Por que será que a irmã não ia até onde os outros estavam? Ela devia ter acabado de sair da cama e ainda nem devia ter começado a se vestir. E por que chorava? Porque ele não levantava e não deixava o gerente entrar, porque ele estava a perigo de perder o emprego e porque daí o chefe passaria a perseguir os pais novamente com as antigas exigências? Por enquanto, essas preocupações eram desnecessárias. Gregor ainda estava aqui e não lhe passava pela cabeça abandonar a família. No momento estava deitado sobre o tapete, e ninguém que tivesse sabido de seu estado teria lhe exigido a sério que deixasse o gerente entrar. Mas por causa dessa pequena descortesia, para a qual seria fácil achar mais tarde uma desculpa adequada, Gregor não poderia ser demitido repentinamente. E, na sua opinião, parecia que agora seria muito mais adequado deixá-lo em paz do que perturbá-lo com choro e falatório. Mas era exatamente a incerteza que ameaçava os outros que lhes desculpava o comportamento.
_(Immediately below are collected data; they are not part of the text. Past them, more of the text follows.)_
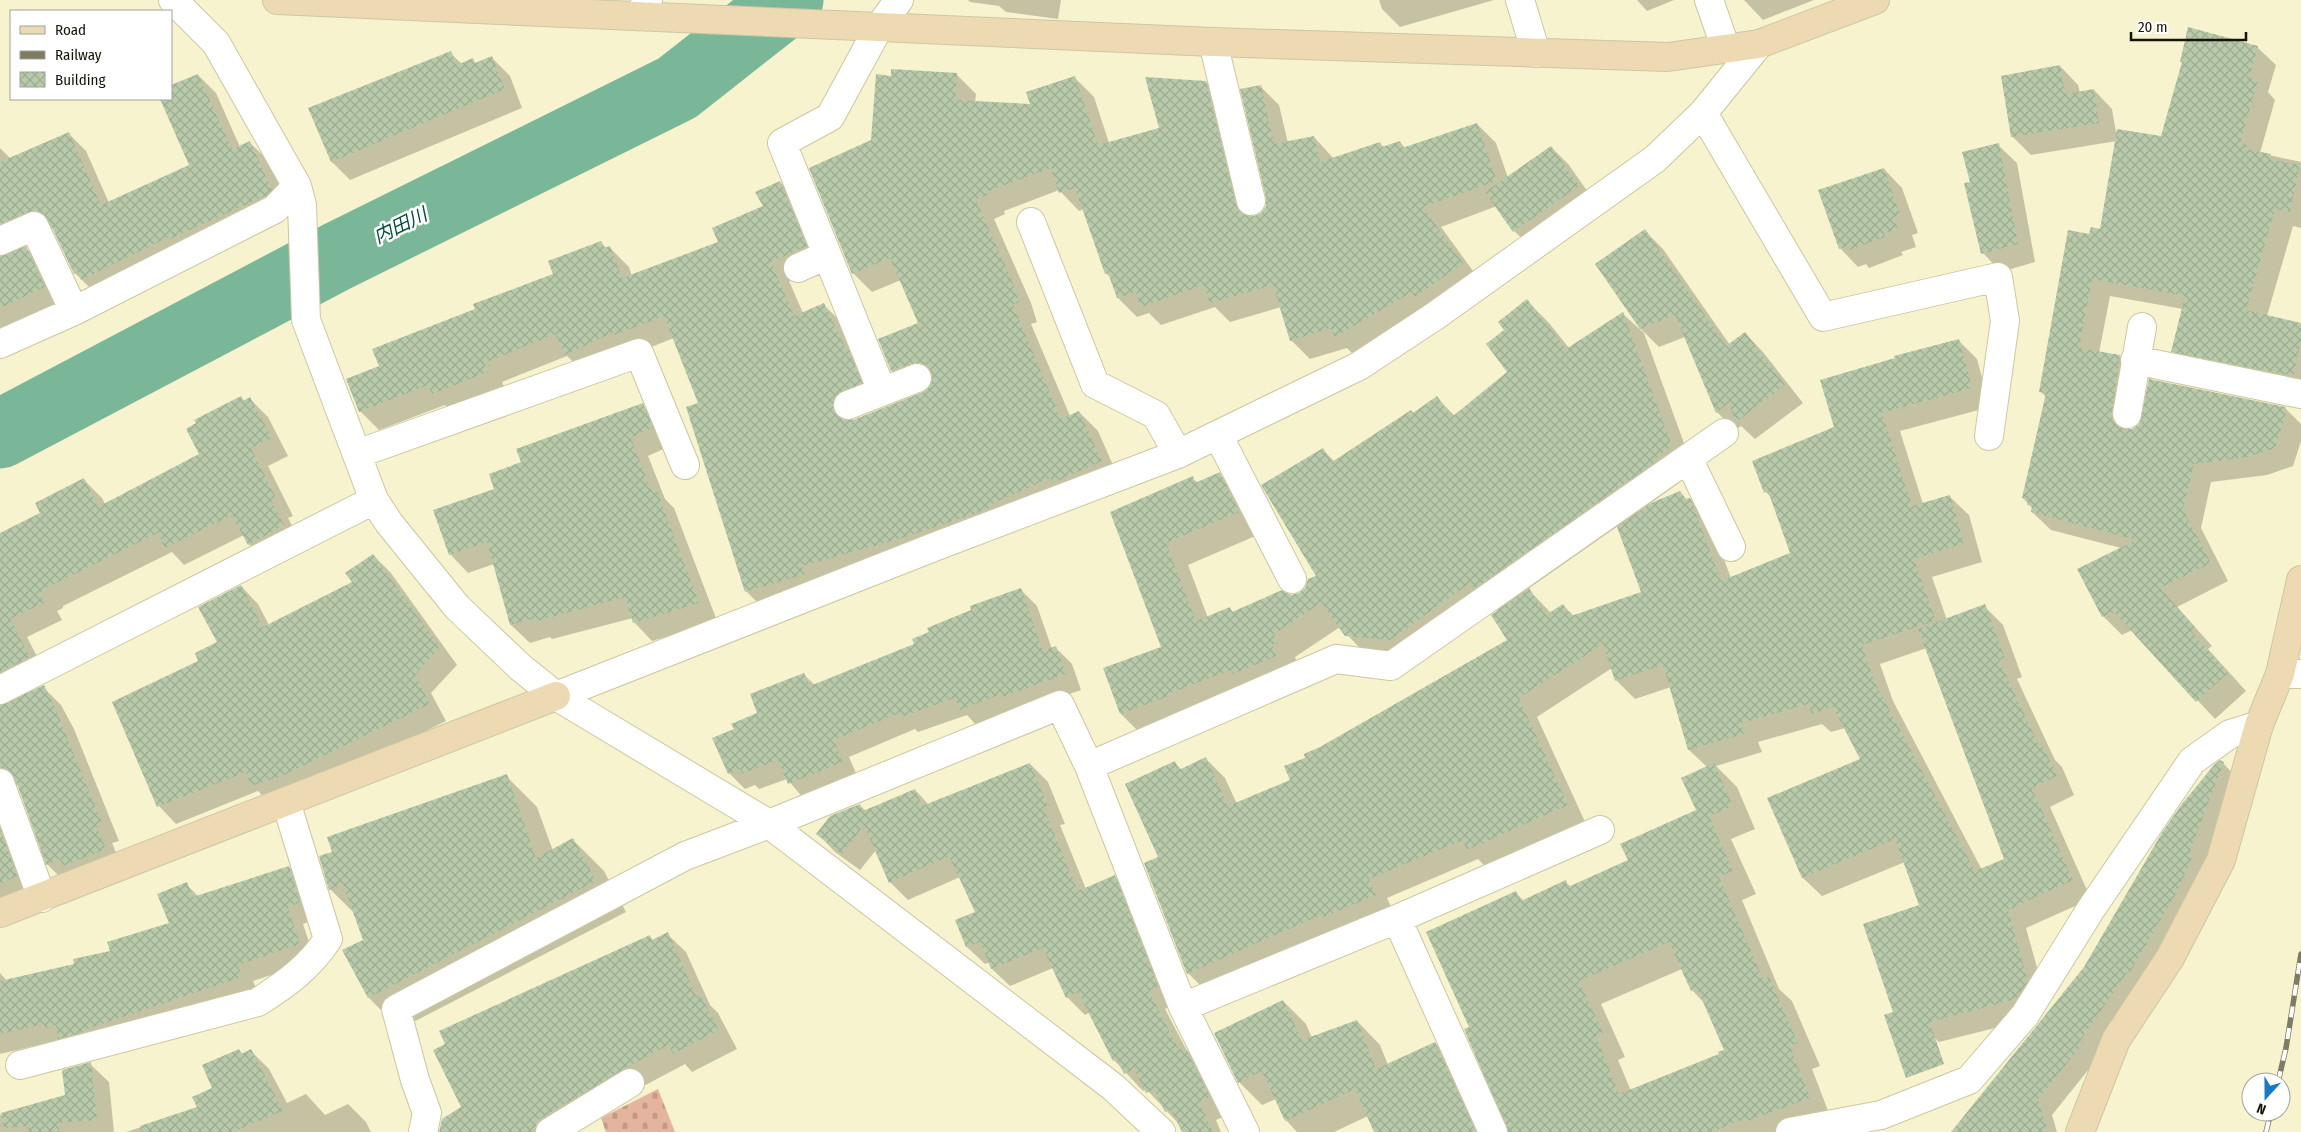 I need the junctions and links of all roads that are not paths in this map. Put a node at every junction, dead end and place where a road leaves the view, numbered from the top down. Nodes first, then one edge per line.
1 (173, 0) edge
2 (277, 0) edge
3 (898, 0) edge
4 (1520, 0) edge
5 (1709, 0) edge
6 (1874, 0) edge
7 (469, 5) edge
8 (644, 8) edge
9 (879, 27) junction
10 (1213, 42) junction
11 (1759, 44) junction
12 (1726, 49) junction
13 (1536, 53) junction
14 (1703, 113) junction
15 (300, 196) junction
16 (1251, 201) dead end
17 (1031, 222) dead end
18 (0, 241) edge
19 (828, 255) junction
20 (798, 268) dead end
21 (74, 311) junction
22 (2142, 326) dead end
23 (0, 344) edge
24 (2135, 360) junction
25 (917, 378) dead end
26 (882, 390) junction
27 (2301, 394) edge
28 (848, 405) dead end
29 (2127, 414) dead end
30 (1724, 433) dead end
31 (1218, 435) junction
32 (1989, 436) dead end
33 (357, 454) junction
34 (1178, 454) junction
35 (1688, 458) junction
36 (685, 465) dead end
37 (374, 500) junction
38 (1731, 547) dead end
39 (1292, 580) dead end
40 (2301, 580) edge
41 (2290, 674) edge
42 (0, 690) edge
43 (556, 696) junction
44 (2259, 725) junction
45 (1089, 766) junction
46 (0, 783) edge
47 (286, 802) junction
48 (769, 824) junction
49 (1600, 830) dead end
50 (42, 898) junction
51 (0, 913) edge
52 (1397, 919) junction
53 (1183, 1007) junction
54 (20, 1065) dead end
55 (630, 1083) dead end
56 (423, 1132) edge
57 (550, 1132) edge
58 (1161, 1132) edge
59 (1245, 1132) edge
60 (1493, 1132) edge
61 (1790, 1132) edge
62 (2080, 1132) edge

1 - 15 street
2 - 7 street
3 - 9 street
4 - 13 street
5 - 12 street
6 - 11 street
7 - 8 street
8 - 9 street
9 - 10 street
9 - 19 street
10 - 13 street
10 - 16 street
11 - 12 street
11 - 14 street
12 - 13 street
14 - 31 street
14 - 32 street
15 - 21 street
15 - 33 street
17 - 34 street
18 - 21 street
19 - 20 street
19 - 26 street
21 - 23 street
22 - 24 street
24 - 27 street
24 - 29 street
25 - 26 street
26 - 28 street
30 - 35 street
31 - 34 street
31 - 39 street
33 - 36 street
33 - 37 street
34 - 43 street
35 - 38 street
35 - 45 street
37 - 42 street
37 - 43 street
40 - 41 street
41 - 44 street
43 - 47 street
43 - 48 street
44 - 61 street
44 - 62 street
45 - 48 street
45 - 53 street
46 - 50 street
47 - 50 street
47 - 54 street
48 - 56 street
48 - 58 street
49 - 52 street
50 - 51 street
52 - 53 street
52 - 60 street
53 - 59 street
55 - 57 street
– Senhor Samsa – disse então o gerente elevando a voz –, o que está acontecendo? O senhor se entrincheira no seu quarto, responde apenas com sim ou não, preocupa de maneira grave e desnecessária seus pais e deixa de cumprir – diga-se de passagem – suas obrigações profissionais de modo inaudito. Falo aqui em nome de seus pais e de seu chefe e peço-lhe seriamente uma explicação imediata e convincente. Estou pasmo, pasmo. Eu o considerava uma pessoa calma, sensata, e agora parece que o senhor quer começar a mostrar humores estranhos. Embora o chefe tenha me dado hoje cedo uma explicação possível para sua falta – fez referência aos pagamentos à vista que lhe foram confiados há pouco –, quase dei minha palavra de honra de que não podia ser isso. Mas então vejo agora sua teimosia inexplicável e perco toda e qualquer vontade de fazer o mínimo que seja pelo senhor.